Abstract

Fine particulate matter (PM2.5) is associated with cardiovascular morbidity, especially among individuals with pre-existing cardiovascular conditions, such as heart failure (HF). Medical management with β-blockers may modify the association between PM2.5 and heart rate (HR) as β-blockers act on similar neurophysiologic pathways as PM2.5. To examine potential medication-PM2.5 interactions, we utilized electronic health records (EHRs) from 26,653 individuals with HF in North Carolina observed from 2014 to 2016. Linear mixed effect models with a random intercept for individual were adjusted for individual and census level demographics and socioeconomic confounders. We examined 0-4-daily PM2.5 lags as well as the 5-day moving average. We stratified observations based β-blocker prescription status and quantified differences using a multiplicative interaction model. We also utilized data from an in vivo study of diesel exhaust exposure and β-blocker usage in HF prone rats to validate results and examine additional outcomes unavailable in the EHR data. Stratified analyses and the multiplicative interaction model revealed a significant difference in the association between PM2.5 and HR based on β-blocker prescription status.

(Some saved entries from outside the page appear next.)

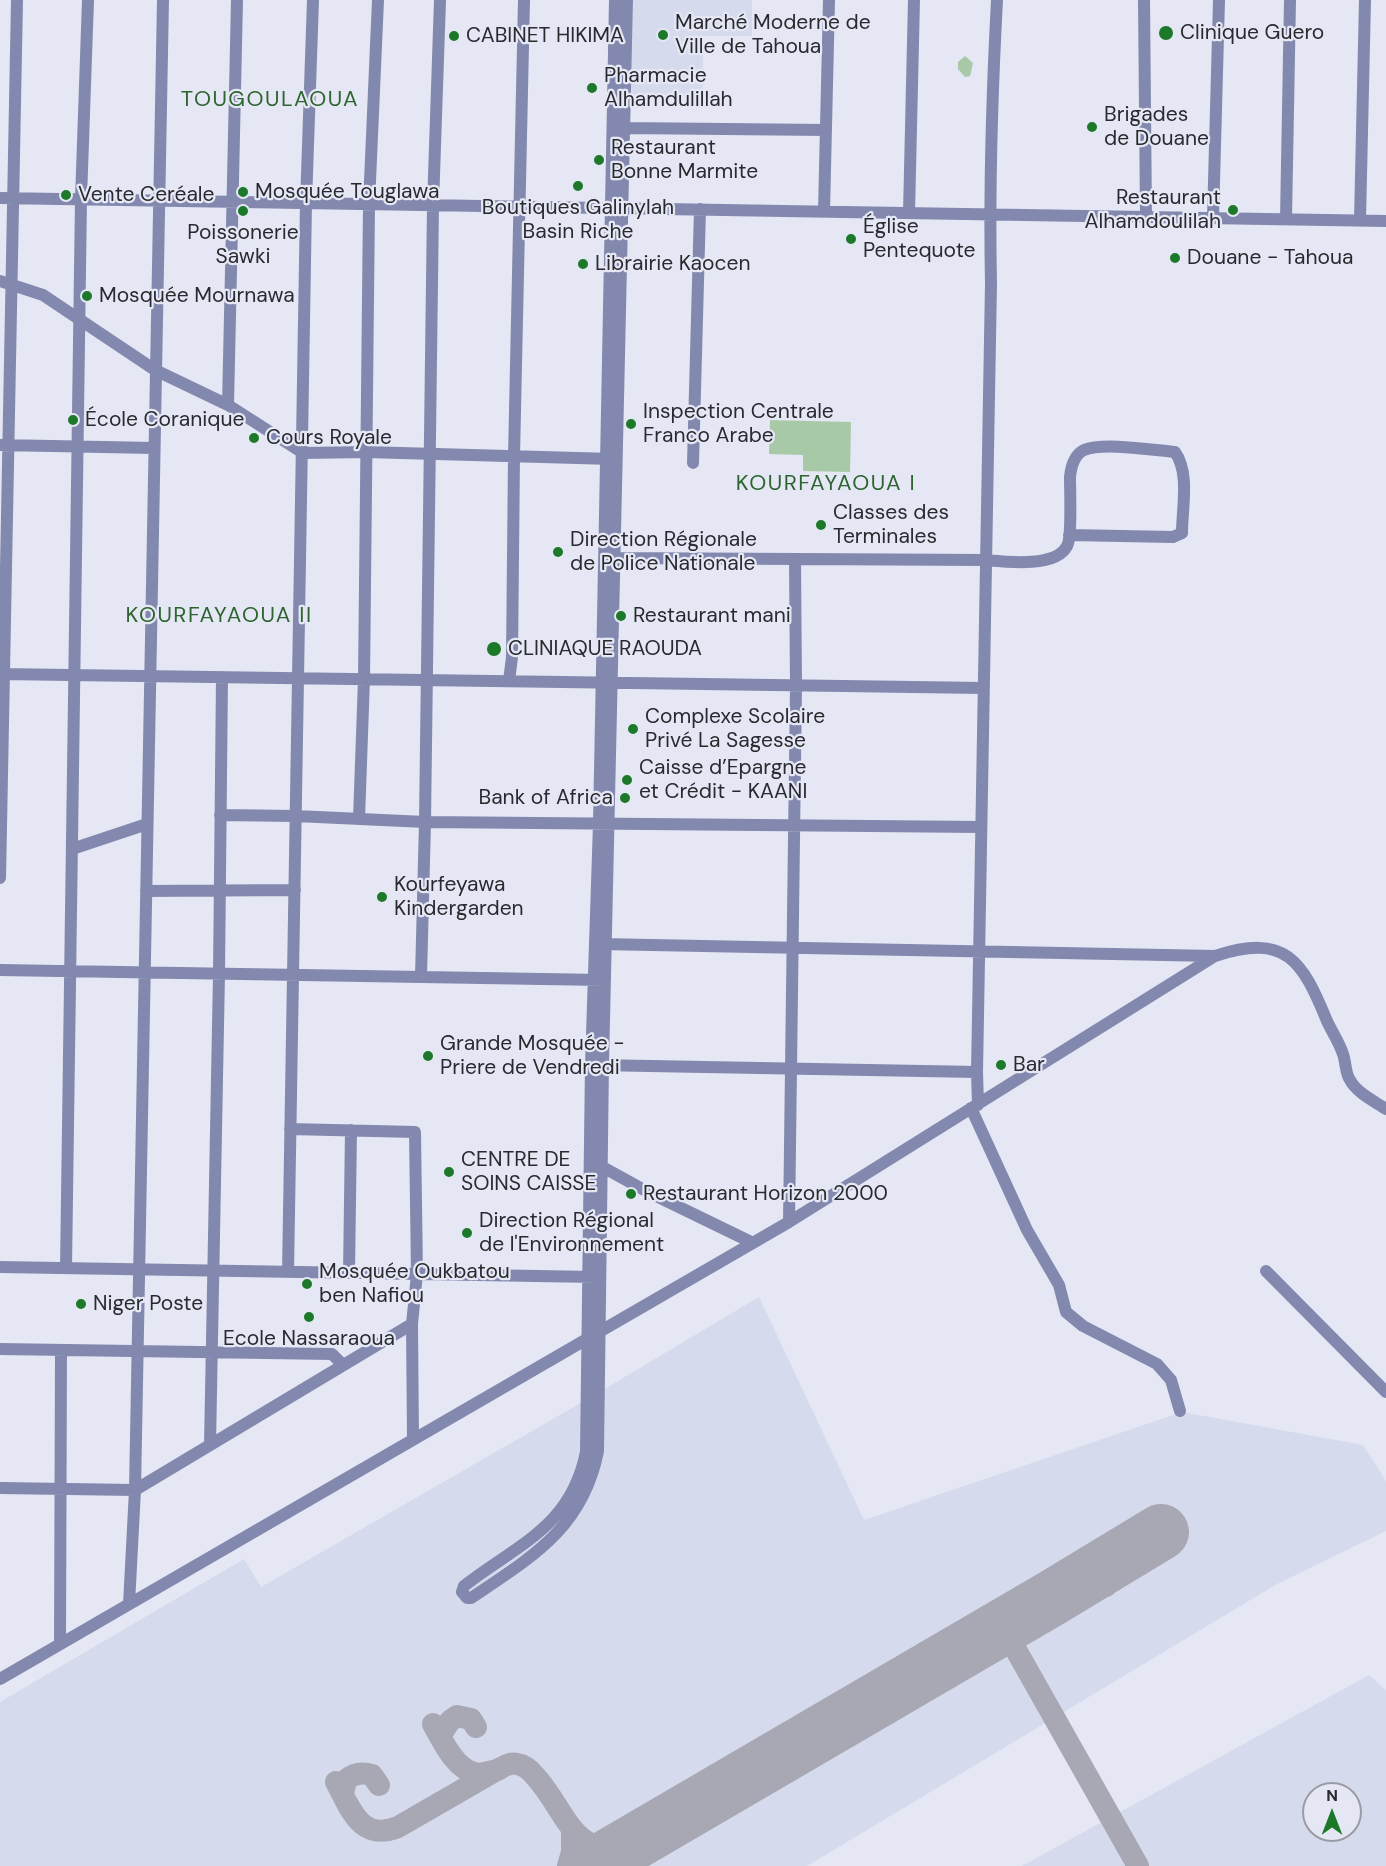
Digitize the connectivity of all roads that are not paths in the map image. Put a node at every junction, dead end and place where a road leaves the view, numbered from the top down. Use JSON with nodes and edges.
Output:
{"nodes":[{"id":1,"x":17,"y":0,"type":"edge"},
{"id":2,"x":88,"y":0,"type":"edge"},
{"id":3,"x":163,"y":0,"type":"edge"},
{"id":4,"x":237,"y":0,"type":"edge"},
{"id":5,"x":312,"y":0,"type":"edge"},
{"id":6,"x":378,"y":0,"type":"edge"},
{"id":7,"x":440,"y":0,"type":"edge"},
{"id":8,"x":524,"y":0,"type":"edge"},
{"id":9,"x":615,"y":0,"type":"edge"},
{"id":10,"x":627,"y":0,"type":"edge"},
{"id":11,"x":829,"y":0,"type":"edge"},
{"id":12,"x":914,"y":0,"type":"edge"},
{"id":13,"x":998,"y":0,"type":"edge"},
{"id":14,"x":1144,"y":0,"type":"edge"},
{"id":15,"x":1219,"y":0,"type":"edge"},
{"id":16,"x":1290,"y":0,"type":"edge"},
{"id":17,"x":1365,"y":0,"type":"edge"},
{"id":18,"x":624,"y":128,"type":"junction"},
{"id":19,"x":826,"y":130,"type":"junction"},
{"id":20,"x":0,"y":198,"type":"edge"},
{"id":21,"x":13,"y":198,"type":"junction"},
{"id":22,"x":81,"y":199,"type":"junction"},
{"id":23,"x":159,"y":200,"type":"junction"},
{"id":24,"x":232,"y":202,"type":"junction"},
{"id":25,"x":306,"y":203,"type":"junction"},
{"id":26,"x":369,"y":204,"type":"junction"},
{"id":27,"x":433,"y":205,"type":"junction"},
{"id":28,"x":519,"y":206,"type":"junction"},
{"id":29,"x":617,"y":208,"type":"junction"},
{"id":30,"x":700,"y":209,"type":"junction"},
{"id":31,"x":824,"y":211,"type":"junction"},
{"id":32,"x":909,"y":213,"type":"junction"},
{"id":33,"x":989,"y":214,"type":"junction"},
{"id":34,"x":1146,"y":217,"type":"junction"},
{"id":35,"x":1213,"y":218,"type":"junction"},
{"id":36,"x":1286,"y":219,"type":"junction"},
{"id":37,"x":1360,"y":220,"type":"junction"},
{"id":38,"x":1386,"y":221,"type":"edge"},
{"id":39,"x":6,"y":283,"type":"edge"},
{"id":40,"x":80,"y":319,"type":"junction"},
{"id":41,"x":156,"y":370,"type":"junction"},
{"id":42,"x":228,"y":405,"type":"junction"},
{"id":43,"x":4,"y":445,"type":"edge"},
{"id":44,"x":78,"y":447,"type":"junction"},
{"id":45,"x":154,"y":447,"type":"junction"},
{"id":46,"x":366,"y":452,"type":"junction"},
{"id":47,"x":303,"y":453,"type":"junction"},
{"id":48,"x":429,"y":454,"type":"junction"},
{"id":49,"x":514,"y":456,"type":"junction"},
{"id":50,"x":612,"y":459,"type":"junction"},
{"id":51,"x":693,"y":463,"type":"dead end"},
{"id":52,"x":1069,"y":535,"type":"junction"},
{"id":53,"x":610,"y":558,"type":"junction"},
{"id":54,"x":795,"y":560,"type":"junction"},
{"id":55,"x":985,"y":560,"type":"junction"},
{"id":56,"x":2,"y":674,"type":"edge"},
{"id":57,"x":75,"y":675,"type":"junction"},
{"id":58,"x":150,"y":676,"type":"junction"},
{"id":59,"x":222,"y":677,"type":"junction"},
{"id":60,"x":299,"y":678,"type":"junction"},
{"id":61,"x":364,"y":679,"type":"junction"},
{"id":62,"x":426,"y":680,"type":"junction"},
{"id":63,"x":509,"y":681,"type":"junction"},
{"id":64,"x":607,"y":683,"type":"junction"},
{"id":65,"x":796,"y":686,"type":"junction"},
{"id":66,"x":983,"y":688,"type":"junction"},
{"id":67,"x":220,"y":814,"type":"junction"},
{"id":68,"x":296,"y":816,"type":"junction"},
{"id":69,"x":359,"y":819,"type":"junction"},
{"id":70,"x":425,"y":822,"type":"junction"},
{"id":71,"x":604,"y":823,"type":"junction"},
{"id":72,"x":147,"y":824,"type":"junction"},
{"id":73,"x":794,"y":826,"type":"junction"},
{"id":74,"x":981,"y":827,"type":"junction"},
{"id":75,"x":72,"y":849,"type":"junction"},
{"id":76,"x":0,"y":878,"type":"edge"},
{"id":77,"x":220,"y":890,"type":"junction"},
{"id":78,"x":295,"y":890,"type":"junction"},
{"id":79,"x":146,"y":891,"type":"junction"},
{"id":80,"x":602,"y":944,"type":"junction"},
{"id":81,"x":792,"y":948,"type":"junction"},
{"id":82,"x":979,"y":951,"type":"junction"},
{"id":83,"x":1215,"y":956,"type":"junction"},
{"id":84,"x":0,"y":970,"type":"edge"},
{"id":85,"x":70,"y":971,"type":"junction"},
{"id":86,"x":144,"y":972,"type":"junction"},
{"id":87,"x":219,"y":974,"type":"junction"},
{"id":88,"x":293,"y":975,"type":"junction"},
{"id":89,"x":421,"y":977,"type":"junction"},
{"id":90,"x":600,"y":980,"type":"junction"},
{"id":91,"x":597,"y":1065,"type":"junction"},
{"id":92,"x":791,"y":1068,"type":"junction"},
{"id":93,"x":977,"y":1072,"type":"junction"},
{"id":94,"x":974,"y":1106,"type":"junction"},
{"id":95,"x":1386,"y":1109,"type":"edge"},
{"id":96,"x":290,"y":1129,"type":"junction"},
{"id":97,"x":351,"y":1130,"type":"junction"},
{"id":98,"x":591,"y":1160,"type":"junction"},
{"id":99,"x":603,"y":1167,"type":"junction"},
{"id":100,"x":789,"y":1222,"type":"junction"},
{"id":101,"x":751,"y":1242,"type":"junction"},
{"id":102,"x":0,"y":1267,"type":"edge"},
{"id":103,"x":66,"y":1268,"type":"junction"},
{"id":104,"x":139,"y":1270,"type":"junction"},
{"id":105,"x":212,"y":1271,"type":"junction"},
{"id":106,"x":1266,"y":1271,"type":"dead end"},
{"id":107,"x":288,"y":1272,"type":"junction"},
{"id":108,"x":349,"y":1273,"type":"junction"},
{"id":109,"x":417,"y":1274,"type":"junction"},
{"id":110,"x":594,"y":1277,"type":"junction"},
{"id":111,"x":412,"y":1324,"type":"junction"},
{"id":112,"x":600,"y":1332,"type":"junction"},
{"id":113,"x":588,"y":1339,"type":"junction"},
{"id":114,"x":0,"y":1349,"type":"edge"},
{"id":115,"x":61,"y":1350,"type":"junction"},
{"id":116,"x":138,"y":1351,"type":"junction"},
{"id":117,"x":211,"y":1352,"type":"junction"},
{"id":118,"x":343,"y":1365,"type":"junction"},
{"id":119,"x":1386,"y":1392,"type":"edge"},
{"id":120,"x":1180,"y":1412,"type":"dead end"},
{"id":121,"x":413,"y":1440,"type":"junction"},
{"id":122,"x":210,"y":1445,"type":"junction"},
{"id":123,"x":0,"y":1488,"type":"edge"},
{"id":124,"x":60,"y":1489,"type":"junction"},
{"id":125,"x":135,"y":1490,"type":"junction"},
{"id":126,"x":129,"y":1604,"type":"junction"},
{"id":127,"x":60,"y":1644,"type":"junction"},
{"id":128,"x":0,"y":1679,"type":"edge"}],
"edges":[{"from":1,"to":21,"type":"street"},
{"from":2,"to":22,"type":"street"},
{"from":3,"to":23,"type":"street"},
{"from":4,"to":24,"type":"street"},
{"from":5,"to":25,"type":"street"},
{"from":6,"to":26,"type":"street"},
{"from":7,"to":27,"type":"street"},
{"from":8,"to":28,"type":"street"},
{"from":9,"to":29,"type":"street"},
{"from":10,"to":18,"type":"street"},
{"from":11,"to":19,"type":"street"},
{"from":12,"to":32,"type":"street"},
{"from":13,"to":33,"type":"street"},
{"from":14,"to":34,"type":"street"},
{"from":15,"to":35,"type":"street"},
{"from":16,"to":36,"type":"street"},
{"from":17,"to":37,"type":"street"},
{"from":18,"to":19,"type":"street"},
{"from":18,"to":29,"type":"street"},
{"from":19,"to":31,"type":"street"},
{"from":20,"to":21,"type":"street"},
{"from":21,"to":22,"type":"street"},
{"from":21,"to":39,"type":"street"},
{"from":22,"to":23,"type":"street"},
{"from":22,"to":40,"type":"street"},
{"from":23,"to":24,"type":"street"},
{"from":23,"to":41,"type":"street"},
{"from":24,"to":25,"type":"street"},
{"from":24,"to":42,"type":"street"},
{"from":25,"to":26,"type":"street"},
{"from":25,"to":47,"type":"street"},
{"from":26,"to":27,"type":"street"},
{"from":26,"to":46,"type":"street"},
{"from":27,"to":28,"type":"street"},
{"from":27,"to":48,"type":"street"},
{"from":28,"to":29,"type":"street"},
{"from":28,"to":49,"type":"street"},
{"from":29,"to":30,"type":"street"},
{"from":29,"to":50,"type":"street"},
{"from":30,"to":31,"type":"street"},
{"from":30,"to":51,"type":"street"},
{"from":31,"to":32,"type":"street"},
{"from":32,"to":33,"type":"street"},
{"from":33,"to":34,"type":"street"},
{"from":33,"to":55,"type":"street"},
{"from":34,"to":35,"type":"street"},
{"from":35,"to":36,"type":"street"},
{"from":36,"to":37,"type":"street"},
{"from":37,"to":38,"type":"street"},
{"from":39,"to":40,"type":"street"},
{"from":39,"to":43,"type":"street"},
{"from":40,"to":41,"type":"street"},
{"from":40,"to":44,"type":"street"},
{"from":41,"to":42,"type":"street"},
{"from":41,"to":45,"type":"street"},
{"from":42,"to":47,"type":"street"},
{"from":43,"to":44,"type":"street"},
{"from":43,"to":56,"type":"street"},
{"from":44,"to":45,"type":"street"},
{"from":44,"to":57,"type":"street"},
{"from":45,"to":58,"type":"street"},
{"from":46,"to":47,"type":"street"},
{"from":46,"to":48,"type":"street"},
{"from":46,"to":61,"type":"street"},
{"from":47,"to":60,"type":"street"},
{"from":48,"to":49,"type":"street"},
{"from":48,"to":62,"type":"street"},
{"from":49,"to":50,"type":"street"},
{"from":49,"to":63,"type":"street"},
{"from":50,"to":53,"type":"street"},
{"from":52,"to":52,"type":"street"},
{"from":52,"to":55,"type":"street"},
{"from":53,"to":54,"type":"street"},
{"from":53,"to":64,"type":"street"},
{"from":54,"to":55,"type":"street"},
{"from":54,"to":65,"type":"street"},
{"from":55,"to":66,"type":"street"},
{"from":56,"to":57,"type":"street"},
{"from":56,"to":76,"type":"street"},
{"from":57,"to":58,"type":"street"},
{"from":57,"to":75,"type":"street"},
{"from":58,"to":59,"type":"street"},
{"from":58,"to":72,"type":"street"},
{"from":59,"to":60,"type":"street"},
{"from":59,"to":67,"type":"street"},
{"from":60,"to":61,"type":"street"},
{"from":60,"to":68,"type":"street"},
{"from":61,"to":62,"type":"street"},
{"from":61,"to":69,"type":"street"},
{"from":62,"to":63,"type":"street"},
{"from":62,"to":70,"type":"street"},
{"from":63,"to":64,"type":"street"},
{"from":64,"to":65,"type":"street"},
{"from":64,"to":71,"type":"street"},
{"from":65,"to":66,"type":"street"},
{"from":65,"to":73,"type":"street"},
{"from":66,"to":74,"type":"street"},
{"from":67,"to":68,"type":"street"},
{"from":67,"to":77,"type":"street"},
{"from":68,"to":69,"type":"street"},
{"from":68,"to":78,"type":"street"},
{"from":69,"to":70,"type":"street"},
{"from":70,"to":71,"type":"street"},
{"from":70,"to":89,"type":"street"},
{"from":71,"to":73,"type":"street"},
{"from":71,"to":80,"type":"street"},
{"from":72,"to":75,"type":"street"},
{"from":72,"to":79,"type":"street"},
{"from":73,"to":74,"type":"street"},
{"from":73,"to":81,"type":"street"},
{"from":74,"to":82,"type":"street"},
{"from":75,"to":85,"type":"street"},
{"from":77,"to":78,"type":"street"},
{"from":77,"to":79,"type":"street"},
{"from":77,"to":87,"type":"street"},
{"from":78,"to":88,"type":"street"},
{"from":79,"to":86,"type":"street"},
{"from":80,"to":81,"type":"street"},
{"from":80,"to":90,"type":"street"},
{"from":81,"to":82,"type":"street"},
{"from":81,"to":92,"type":"street"},
{"from":82,"to":83,"type":"street"},
{"from":82,"to":93,"type":"street"},
{"from":83,"to":94,"type":"street"},
{"from":83,"to":95,"type":"street"},
{"from":84,"to":85,"type":"street"},
{"from":85,"to":86,"type":"street"},
{"from":85,"to":103,"type":"street"},
{"from":86,"to":87,"type":"street"},
{"from":86,"to":104,"type":"street"},
{"from":87,"to":88,"type":"street"},
{"from":87,"to":105,"type":"street"},
{"from":88,"to":89,"type":"street"},
{"from":88,"to":96,"type":"street"},
{"from":89,"to":90,"type":"street"},
{"from":90,"to":91,"type":"street"},
{"from":91,"to":92,"type":"street"},
{"from":91,"to":98,"type":"street"},
{"from":91,"to":99,"type":"street"},
{"from":92,"to":93,"type":"street"},
{"from":92,"to":100,"type":"street"},
{"from":93,"to":94,"type":"street"},
{"from":94,"to":100,"type":"street"},
{"from":94,"to":120,"type":"street"},
{"from":96,"to":97,"type":"street"},
{"from":96,"to":107,"type":"street"},
{"from":97,"to":108,"type":"street"},
{"from":97,"to":109,"type":"street"},
{"from":98,"to":99,"type":"street"},
{"from":98,"to":110,"type":"street"},
{"from":99,"to":101,"type":"street"},
{"from":99,"to":110,"type":"street"},
{"from":100,"to":101,"type":"street"},
{"from":101,"to":112,"type":"street"},
{"from":102,"to":103,"type":"street"},
{"from":103,"to":104,"type":"street"},
{"from":104,"to":105,"type":"street"},
{"from":104,"to":116,"type":"street"},
{"from":105,"to":107,"type":"street"},
{"from":105,"to":117,"type":"street"},
{"from":106,"to":119,"type":"street"},
{"from":107,"to":108,"type":"street"},
{"from":108,"to":109,"type":"street"},
{"from":109,"to":110,"type":"street"},
{"from":109,"to":111,"type":"street"},
{"from":110,"to":112,"type":"street"},
{"from":110,"to":113,"type":"street"},
{"from":111,"to":118,"type":"street"},
{"from":111,"to":121,"type":"street"},
{"from":112,"to":113,"type":"street"},
{"from":112,"to":113,"type":"street"},
{"from":113,"to":121,"type":"street"},
{"from":114,"to":115,"type":"street"},
{"from":115,"to":116,"type":"street"},
{"from":115,"to":124,"type":"street"},
{"from":116,"to":117,"type":"street"},
{"from":116,"to":125,"type":"street"},
{"from":117,"to":118,"type":"street"},
{"from":117,"to":122,"type":"street"},
{"from":118,"to":122,"type":"street"},
{"from":121,"to":126,"type":"street"},
{"from":122,"to":125,"type":"street"},
{"from":123,"to":124,"type":"street"},
{"from":124,"to":125,"type":"street"},
{"from":124,"to":127,"type":"street"},
{"from":125,"to":126,"type":"street"},
{"from":126,"to":127,"type":"street"},
{"from":127,"to":128,"type":"street"}]}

For 5-day average PM2.5 we observed a significant interaction (βinteraction = -0.68, 95% CI: -0.82, -0.55) indicating that the association between PM2.5 and HR decreased for observations occurring after prescription of a β-blocker to study participants. This observation was reflected in the in vivo study as well. β-blocker usage likely attenuates associations between short-term PM2.5 and HR. Accounting for this in future studies may reveal novel means of reducing PM2.5-related cardiovascular morbidity and reduce confounding in population with high rates of β-blocker usage.